§ Given information
⟨
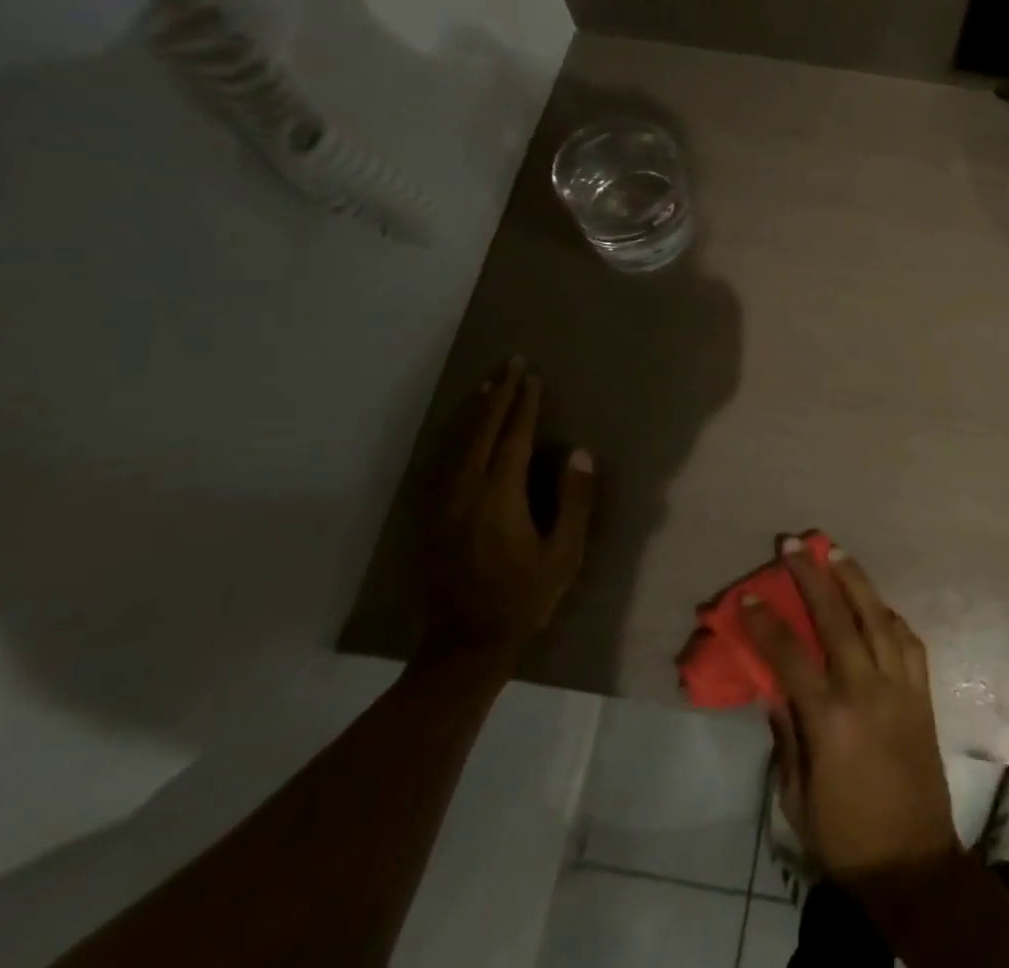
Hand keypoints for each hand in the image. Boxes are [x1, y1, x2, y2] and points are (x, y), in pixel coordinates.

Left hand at [420, 357, 593, 662]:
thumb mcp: (563, 555)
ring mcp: (442, 502)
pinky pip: (441, 460)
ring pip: (457, 441)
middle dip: (498, 393)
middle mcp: (466, 491)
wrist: (464, 644)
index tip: (532, 377)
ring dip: (474, 408)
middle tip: (510, 363)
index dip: (524, 404)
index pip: (514, 437)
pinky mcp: (430, 515)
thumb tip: (578, 453)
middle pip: (482, 430)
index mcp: (500, 497)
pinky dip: (454, 434)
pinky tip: (460, 426)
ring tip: (488, 382)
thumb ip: (573, 502)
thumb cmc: (523, 598)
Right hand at [743, 539, 959, 889]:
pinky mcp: (922, 692)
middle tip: (793, 544)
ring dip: (854, 578)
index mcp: (830, 719)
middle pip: (836, 617)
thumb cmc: (844, 835)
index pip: (790, 655)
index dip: (766, 622)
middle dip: (811, 576)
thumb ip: (785, 734)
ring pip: (877, 615)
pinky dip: (888, 614)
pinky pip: (907, 639)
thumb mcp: (796, 796)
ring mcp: (900, 686)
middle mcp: (866, 690)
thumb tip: (773, 685)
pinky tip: (875, 601)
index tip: (749, 595)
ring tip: (834, 550)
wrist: (914, 862)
⟩
§ Problem to work on
Looking at the data above, state how many of its lines contain the word "thumb", and give nothing but that number.

§ Exercise response
8